MIT DEM MERCOSUR AUF DU UND DU: Chile läßt sich Zeit
■ Südamerikanischer Binnenmarkt ohne Chile?
Santiago (IPS) — Die chilenischen Unternehmer haben es mit dem Beitritt zum gemeinsamen Markt Argentiniens, Brasiliens, Paraguays und Uruguays, dem Mercosur, nicht eilig. Wenn der ab dem 1.Januar 1995 in Kraft tritt, befürchten sie durch die Integration in Südamerika Nachteile auf anderen Märkten. Was die anderen lateinamerikanischen Länder noch vor sich haben, hat Chile bereits hinter sich gebracht. Denn bereits in den siebziger und achtziger Jahren setzte die Militärdiktatur die Liberalisierung der Wirtschaft und die Privatisierung öffentlicher Betriebe durch.
Den „historischen Vorsprung“ wollen die chilenischen Unternehmer nutzen: Planen die Regierungen der Nachbarländer zum Beispiel, ihre Elektrizitätswerke oder andere große Betriebe zu verkaufen, bieten die Chilenen mit den Konkurrenten aus den Industriestaaten kräftig mit. Ihre Devise: ein Standbein auf den Märkten der Nachbarländer schaffen. Während sie sich mit Gemeinschaftsprojekten in den Staaten des Mercosur die Vorteile des entstehenden gemeinsamen Marktes sichern wollen, haben sie mit der Integration des Landes dagegen keine Eile. Eine Integration, so fürchten sie, würde die Absatzchancen auf anderen Märkten gefährden.

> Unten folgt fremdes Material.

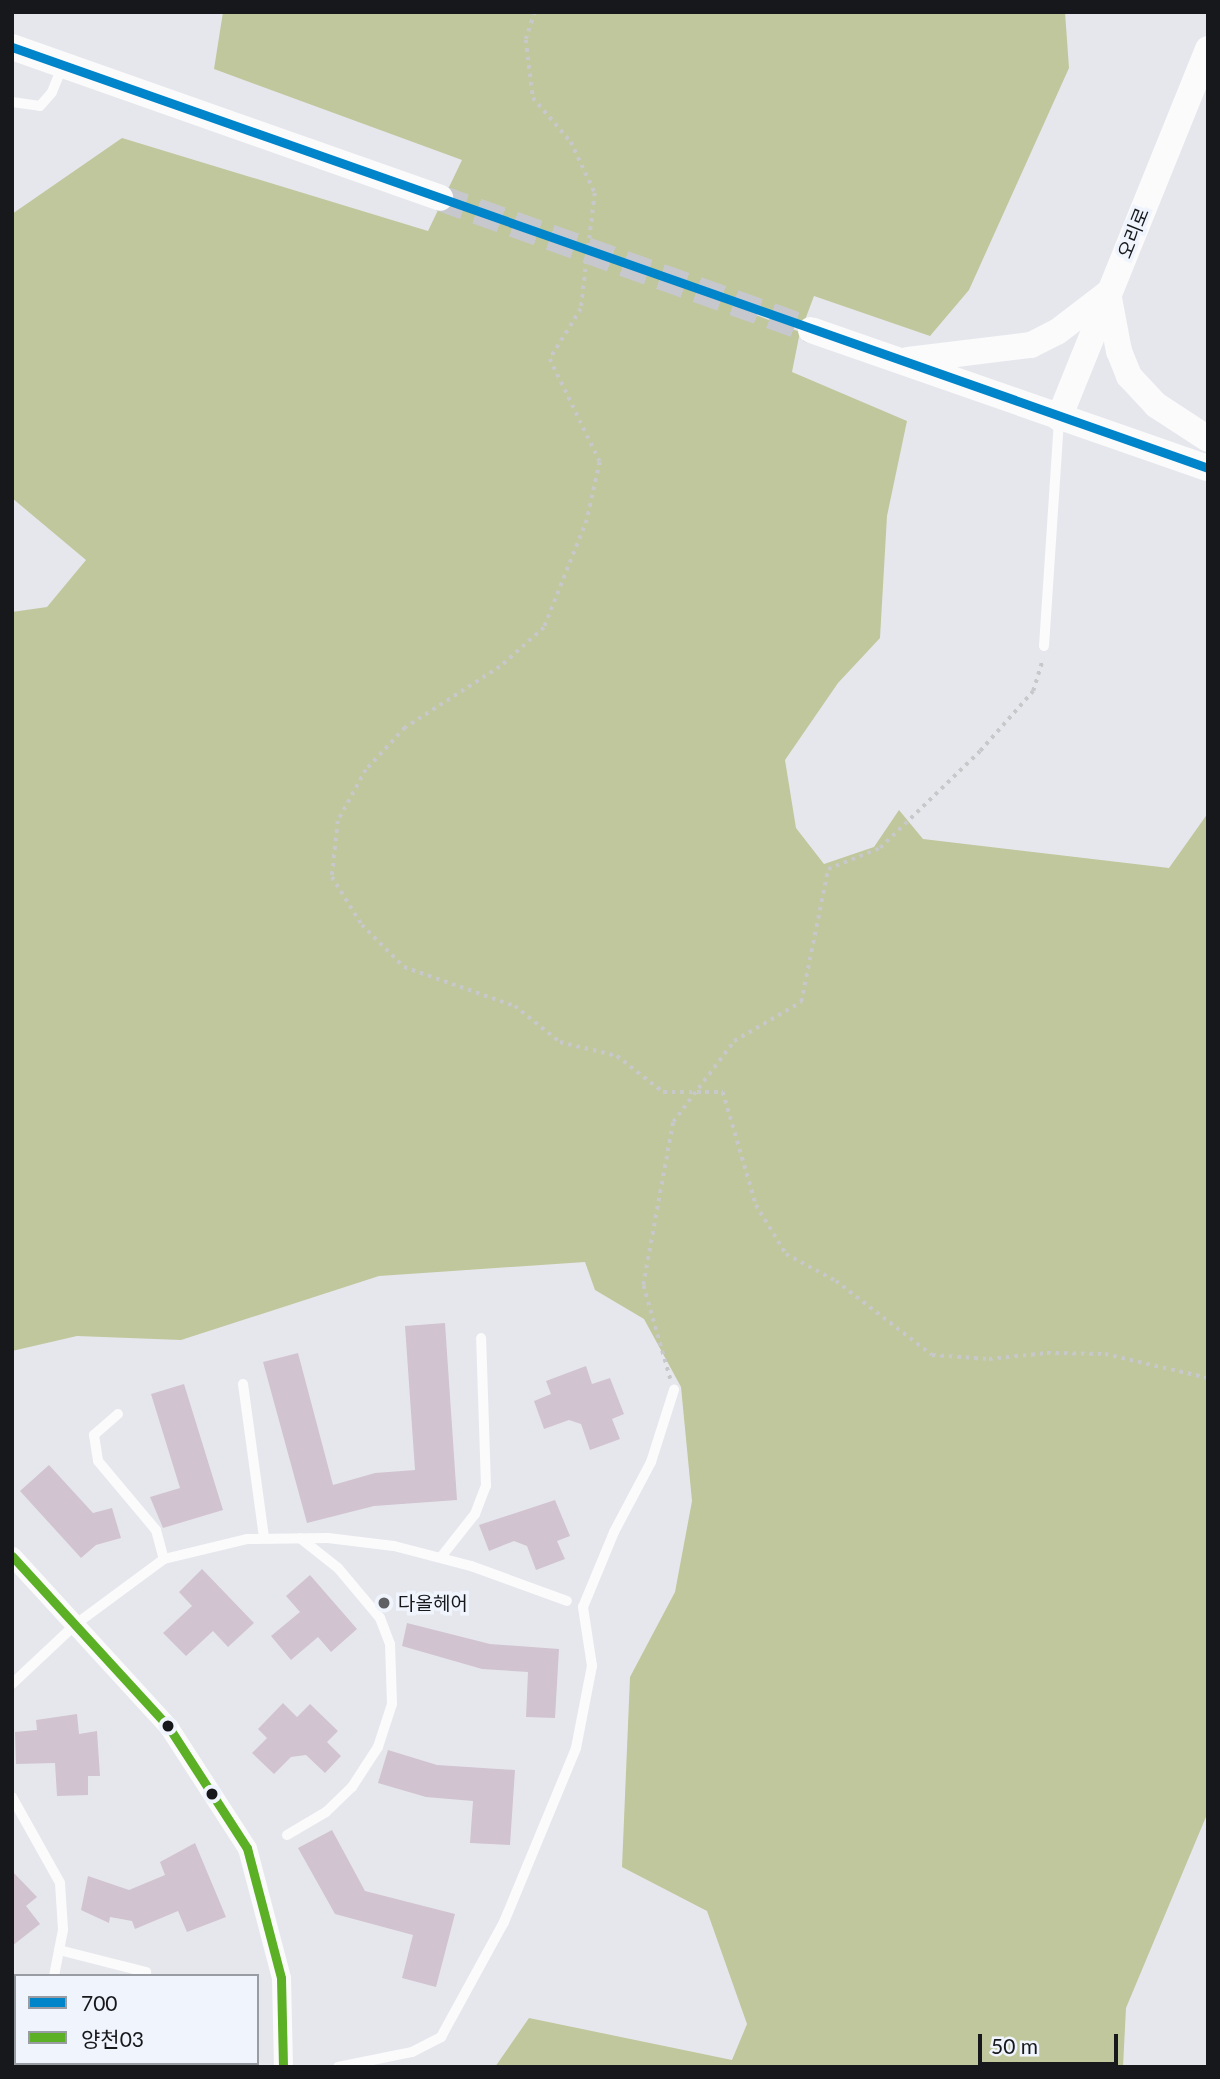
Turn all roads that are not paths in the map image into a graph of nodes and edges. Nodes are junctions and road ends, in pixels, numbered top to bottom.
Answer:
1 (12, 47) edge
2 (1208, 49) edge
3 (63, 65) junction
4 (12, 102) edge
5 (440, 198) tunnel mouth
6 (1108, 293) junction
7 (811, 330) tunnel mouth
8 (897, 361) junction
9 (1059, 418) junction
10 (1208, 439) edge
11 (1208, 468) edge
12 (1044, 646) road end
13 (481, 1338) dead end
14 (243, 1384) dead end
15 (674, 1390) road end
16 (118, 1414) dead end
17 (264, 1538) junction
18 (299, 1538) junction
19 (12, 1556) edge
20 (441, 1558) junction
21 (164, 1559) junction
22 (567, 1601) dead end
23 (76, 1624) junction
24 (12, 1684) edge
25 (12, 1797) edge
26 (287, 1835) dead end
27 (60, 1950) junction
28 (146, 1972) dead end
29 (54, 1974) edge
30 (283, 2067) edge
31 (338, 2067) edge

1 - 3 main road
2 - 6 main road, 오리로
3 - 4 lane
3 - 5 main road
6 - 8 main road
6 - 9 main road, 오리로
6 - 10 main road
7 - 8 main road
8 - 9 main road
9 - 11 main road
9 - 12 lane
13 - 20 lane
14 - 17 lane
15 - 31 lane
16 - 21 lane
17 - 18 lane
17 - 21 lane
18 - 20 lane
18 - 26 lane
19 - 23 street
20 - 22 lane
21 - 23 lane
23 - 24 lane
23 - 30 street
25 - 27 lane
27 - 28 lane
27 - 29 lane

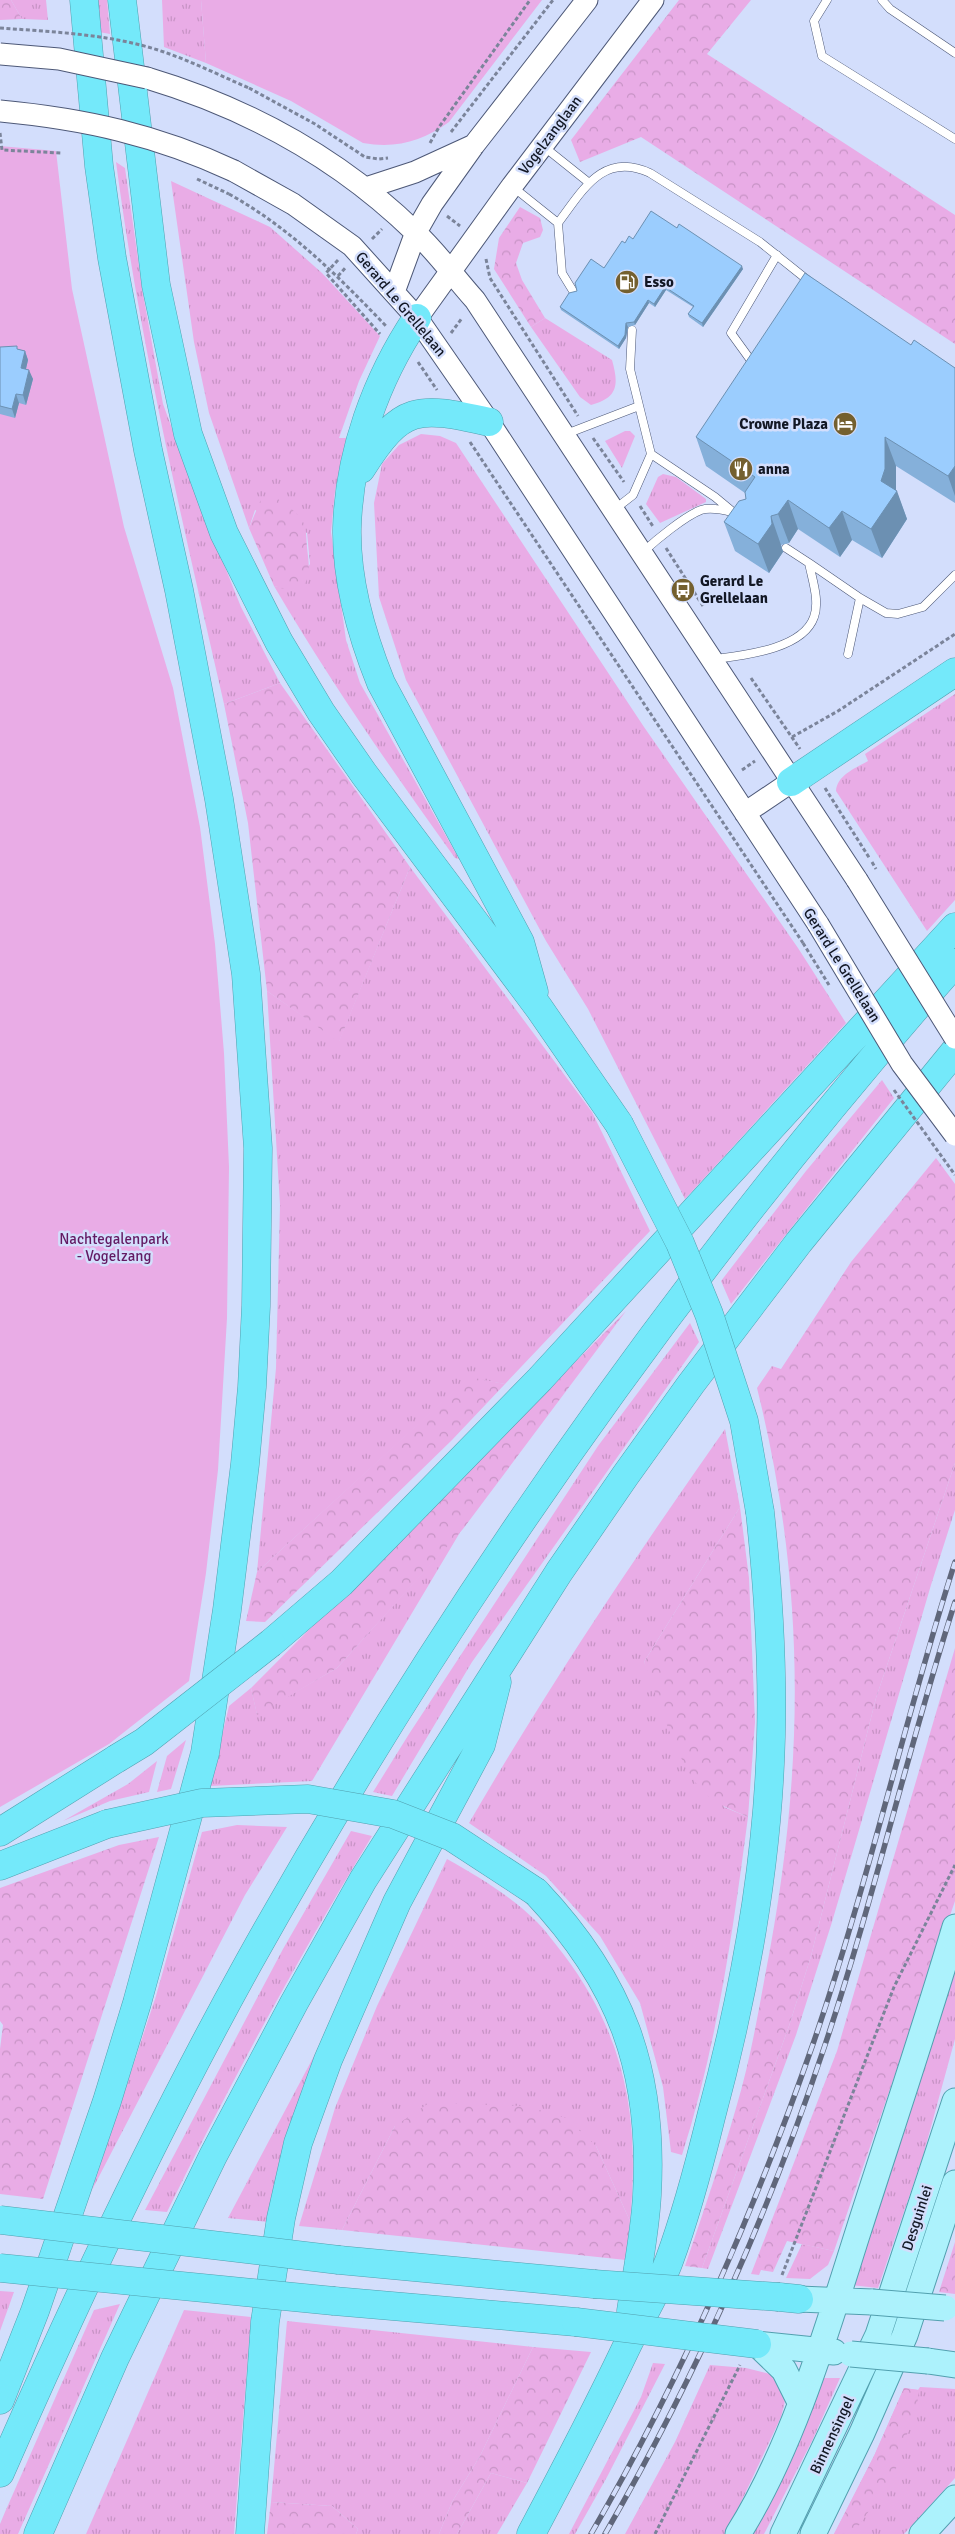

Weniger als acht Prozent der chilenischen Exporte gehen derzeit in die Länder des Mercosur, und 18 Prozent der Importe kommen von dort. Viel wichtiger sind die Märkte Nordamerikas, Europas und Asiens, wo die Produkte der chilenischen Exporteure freilich oft nur deshalb Zugang haben, weil Santiago seinerseits die Zölle auf ein Mindestmaß abbaute. Diese Vorteile könnten mit dem Eintritt in den Mercosur zunichte gemacht werden, weil Chile sich dann nach den Außenzöllen der Wirtschaftsgemeinschaft richten müßte. Dabei liegen dem Präsidenten Patricio Aylwin die Handelsabgaben immer noch zu hoch: „Die Zollsätze, der Protektionismus und die Handelssubventionen in einigen Mitgliedsländern des Mercosur sind mit der offenen Wirtschaft Chiles unvereinbar“, hatte Aylwin Mitte August erklärt und hinzugefügt, daß er den südamerikanischen Binnenmarkt nur als einen möglichen Weg Chiles in die Zukunft sehe. Dafür schloß Santiago aber einen Handelsvertrag mit Mexiko, das seinerseits einen Aufschwung durch die Integration in das Nordamerikanische Freihandelsabkommen mit den USA und Kanada erhofft.
Chile war 1976 aus dem Andenpakt mit Bolivien, Ecuador, Kolumbien, Peru und Venezuela ausgetreten, weil Diktator Augusto Pinochet die Liberalisierung der chilenischen Wirtschaft mit dem ökonomischen Kurs der Andenstaaten unvereinbar erschien.